▸ TASK
The entries below are to be given back exactly, with images excluded.
*** DATA EXTRACT ***
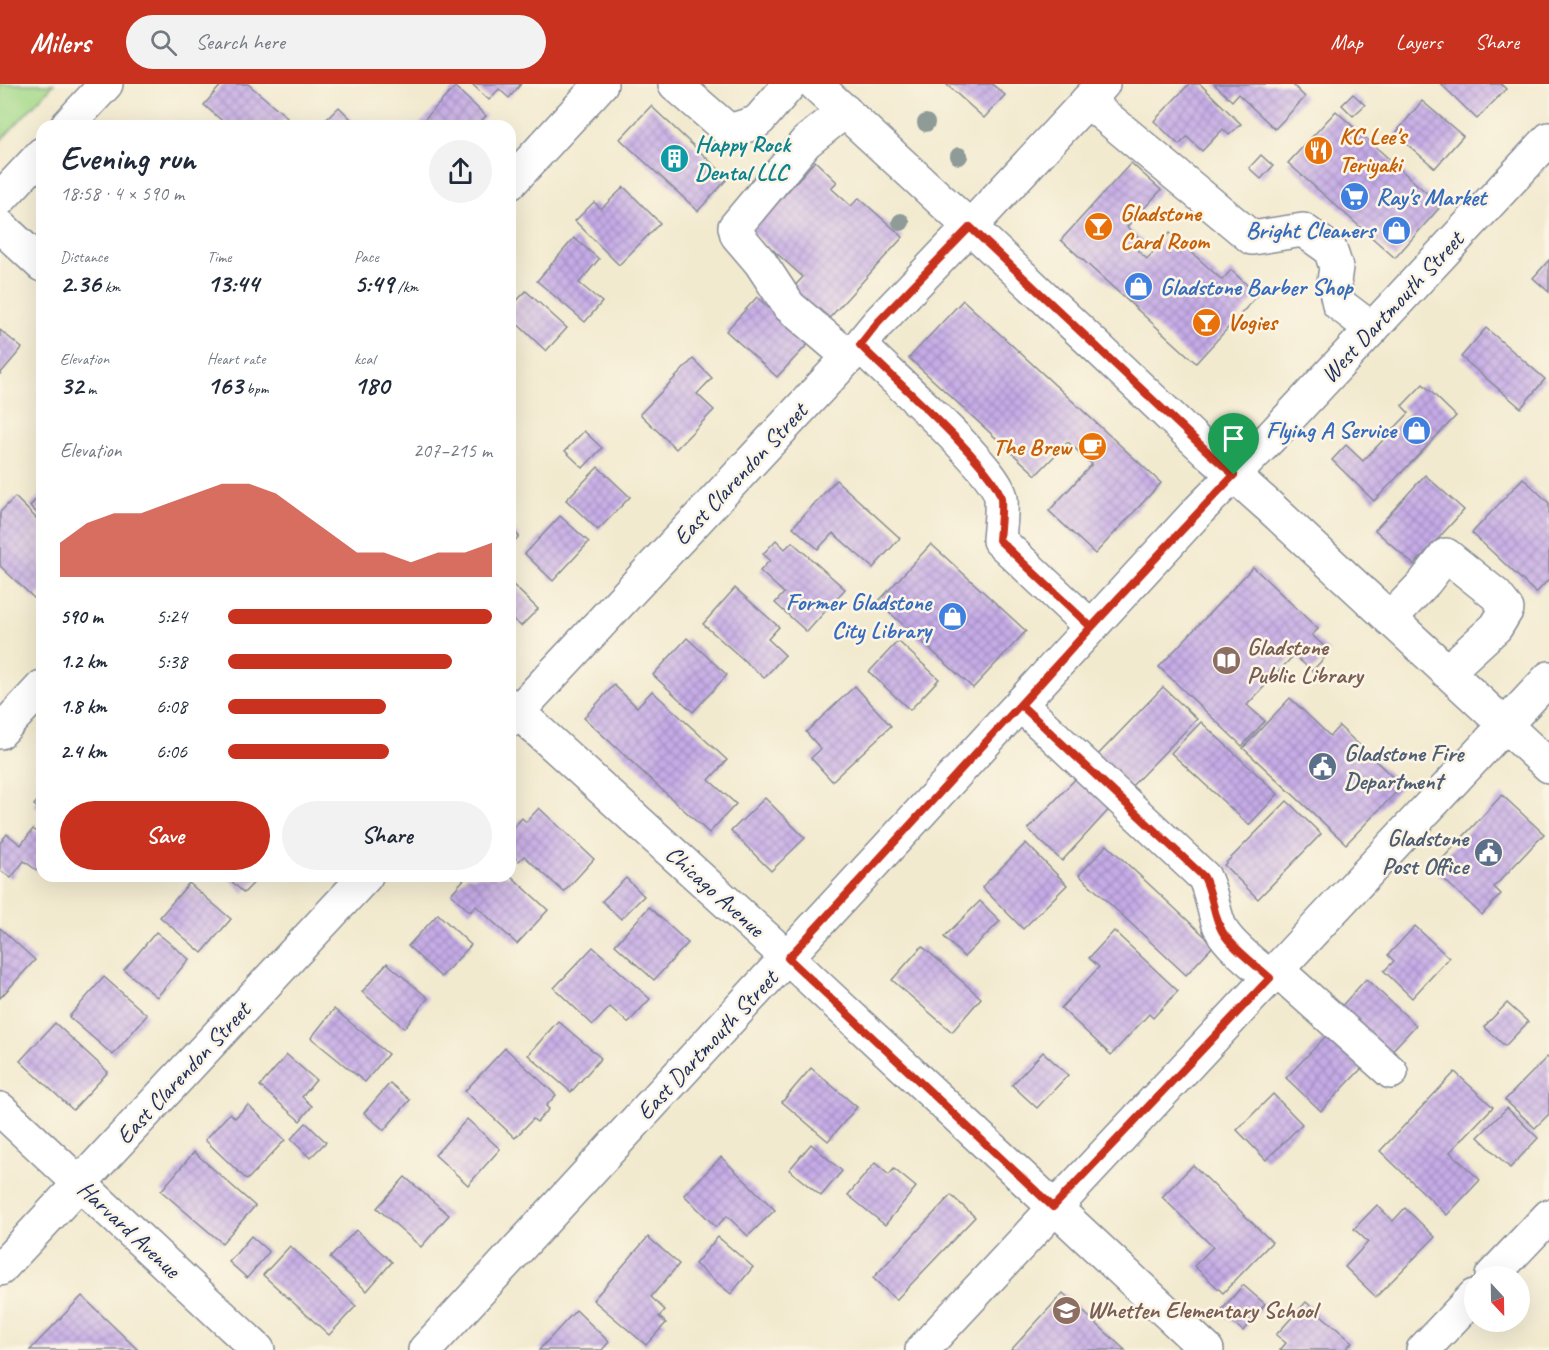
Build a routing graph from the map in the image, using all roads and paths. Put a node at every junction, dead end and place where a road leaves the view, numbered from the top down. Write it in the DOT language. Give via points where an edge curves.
graph roads {
  1 [pos="106,84"];
  2 [pos="675,84"];
  3 [pos="790,84"];
  4 [pos="815,84"];
  5 [pos="599,85"];
  6 [pos="1095,93"];
  7 [pos="845,111"];
  8 [pos="73,120"];
  9 [pos="1549,139"];
  10 [pos="36,160"];
  11 [pos="516,176"];
  12 [pos="0,198"];
  13 [pos="0,226"];
  14 [pos="970,227"];
  15 [pos="36,259"];
  16 [pos="1372,329"];
  17 [pos="855,351"];
  18 [pos="1234,475"];
  19 [pos="1390,619"];
  20 [pos="1091,627"];
  21 [pos="1447,672"];
  22 [pos="1549,678"];
  23 [pos="36,693"];
  24 [pos="1021,705"];
  25 [pos="516,709"];
  26 [pos="516,715"];
  27 [pos="1505,726"];
  28 [pos="0,732"];
  29 [pos="1549,766"];
  30 [pos="360,882"];
  31 [pos="788,958"];
  32 [pos="1273,974"];
  33 [pos="1391,1072"];
  34 [pos="0,1109"];
  35 [pos="80,1184"];
  36 [pos="1053,1207"];
  37 [pos="1549,1216"];
  38 [pos="1502,1266"];
  39 [pos="0,1269"];
  40 [pos="1464,1307"];
  41 [pos="258,1350"];
  42 [pos="425,1350"];
  43 [pos="922,1350"];
  44 [pos="1207,1350"];
  45 [pos="1424,1350"];
  1 -- 8 [label="street"];
  2 -- 3 [label="street" via="729,131 755,123"];
  4 -- 7 [label="street"];
  5 -- 11 [label="street"];
  6 -- 14 [label="street, East Clarendon Street"];
  6 -- 16 [label="street" via="1252,238 1303,230 1330,249 1336,267 1334,282 1339,304"];
  7 -- 14 [label="street"];
  7 -- 17 [label="street" via="806,142 735,227 789,306"];
  9 -- 16 [label="street, West Dartmouth Street"];
  10 -- 12 [label="street"];
  13 -- 15 [label="street"];
  14 -- 17 [label="street, East Clarendon Street"];
  14 -- 18 [label="street"];
  16 -- 18 [label="street, West Dartmouth Street"];
  17 -- 20 [label="street" via="945,427 986,473 1001,496 999,540"];
  17 -- 25 [label="street, East Clarendon Street"];
  18 -- 19 [label="street"];
  18 -- 20 [label="street, East Dartmouth Street"];
  19 -- 21 [label="street"];
  19 -- 21 [label="street" via="1446,555 1496,595 1507,609 1496,627"];
  20 -- 24 [label="street, East Dartmouth Street"];
  21 -- 27 [label="street"];
  22 -- 27 [label="street"];
  23 -- 28 [label="street"];
  24 -- 31 [label="street, East Dartmouth Street"];
  24 -- 32 [label="street" via="1204,877 1227,938"];
  26 -- 31 [label="street, Chicago Avenue"];
  27 -- 29 [label="street"];
  27 -- 32 [label="street"];
  30 -- 35 [label="street, East Clarendon Street"];
  31 -- 36 [label="street, Chicago Avenue"];
  31 -- 42 [label="street, East Dartmouth Street"];
  32 -- 33 [label="street"];
  32 -- 36 [label="street"];
  34 -- 35 [label="street, Harvard Avenue"];
  35 -- 39 [label="street, East Clarendon Street"];
  35 -- 41 [label="street, Harvard Avenue"];
  36 -- 43 [label="street"];
  36 -- 44 [label="street, Chicago Avenue"];
  37 -- 38 [label="street"];
  40 -- 45 [label="street"];
}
*** End of DATA EXTRACT ***
▸ RESPONSE TO THE EXERCISE
Build a routing graph from the map in the image, using all roads and paths. Put a node at every junction, dead end and place where a road leaves the view, numbered from the top down. Write it in the DOT language. Give via points where an edge curves.
graph roads {
  1 [pos="106,84"];
  2 [pos="675,84"];
  3 [pos="790,84"];
  4 [pos="815,84"];
  5 [pos="599,85"];
  6 [pos="1095,93"];
  7 [pos="845,111"];
  8 [pos="73,120"];
  9 [pos="1549,139"];
  10 [pos="36,160"];
  11 [pos="516,176"];
  12 [pos="0,198"];
  13 [pos="0,226"];
  14 [pos="970,227"];
  15 [pos="36,259"];
  16 [pos="1372,329"];
  17 [pos="855,351"];
  18 [pos="1234,475"];
  19 [pos="1390,619"];
  20 [pos="1091,627"];
  21 [pos="1447,672"];
  22 [pos="1549,678"];
  23 [pos="36,693"];
  24 [pos="1021,705"];
  25 [pos="516,709"];
  26 [pos="516,715"];
  27 [pos="1505,726"];
  28 [pos="0,732"];
  29 [pos="1549,766"];
  30 [pos="360,882"];
  31 [pos="788,958"];
  32 [pos="1273,974"];
  33 [pos="1391,1072"];
  34 [pos="0,1109"];
  35 [pos="80,1184"];
  36 [pos="1053,1207"];
  37 [pos="1549,1216"];
  38 [pos="1502,1266"];
  39 [pos="0,1269"];
  40 [pos="1464,1307"];
  41 [pos="258,1350"];
  42 [pos="425,1350"];
  43 [pos="922,1350"];
  44 [pos="1207,1350"];
  45 [pos="1424,1350"];
  1 -- 8 [label="street"];
  2 -- 3 [label="street" via="729,131 755,123"];
  4 -- 7 [label="street"];
  5 -- 11 [label="street"];
  6 -- 14 [label="street, East Clarendon Street"];
  6 -- 16 [label="street" via="1252,238 1303,230 1330,249 1336,267 1334,282 1339,304"];
  7 -- 14 [label="street"];
  7 -- 17 [label="street" via="806,142 735,227 789,306"];
  9 -- 16 [label="street, West Dartmouth Street"];
  10 -- 12 [label="street"];
  13 -- 15 [label="street"];
  14 -- 17 [label="street, East Clarendon Street"];
  14 -- 18 [label="street"];
  16 -- 18 [label="street, West Dartmouth Street"];
  17 -- 20 [label="street" via="945,427 986,473 1001,496 999,540"];
  17 -- 25 [label="street, East Clarendon Street"];
  18 -- 19 [label="street"];
  18 -- 20 [label="street, East Dartmouth Street"];
  19 -- 21 [label="street"];
  19 -- 21 [label="street" via="1446,555 1496,595 1507,609 1496,627"];
  20 -- 24 [label="street, East Dartmouth Street"];
  21 -- 27 [label="street"];
  22 -- 27 [label="street"];
  23 -- 28 [label="street"];
  24 -- 31 [label="street, East Dartmouth Street"];
  24 -- 32 [label="street" via="1204,877 1227,938"];
  26 -- 31 [label="street, Chicago Avenue"];
  27 -- 29 [label="street"];
  27 -- 32 [label="street"];
  30 -- 35 [label="street, East Clarendon Street"];
  31 -- 36 [label="street, Chicago Avenue"];
  31 -- 42 [label="street, East Dartmouth Street"];
  32 -- 33 [label="street"];
  32 -- 36 [label="street"];
  34 -- 35 [label="street, Harvard Avenue"];
  35 -- 39 [label="street, East Clarendon Street"];
  35 -- 41 [label="street, Harvard Avenue"];
  36 -- 43 [label="street"];
  36 -- 44 [label="street, Chicago Avenue"];
  37 -- 38 [label="street"];
  40 -- 45 [label="street"];
}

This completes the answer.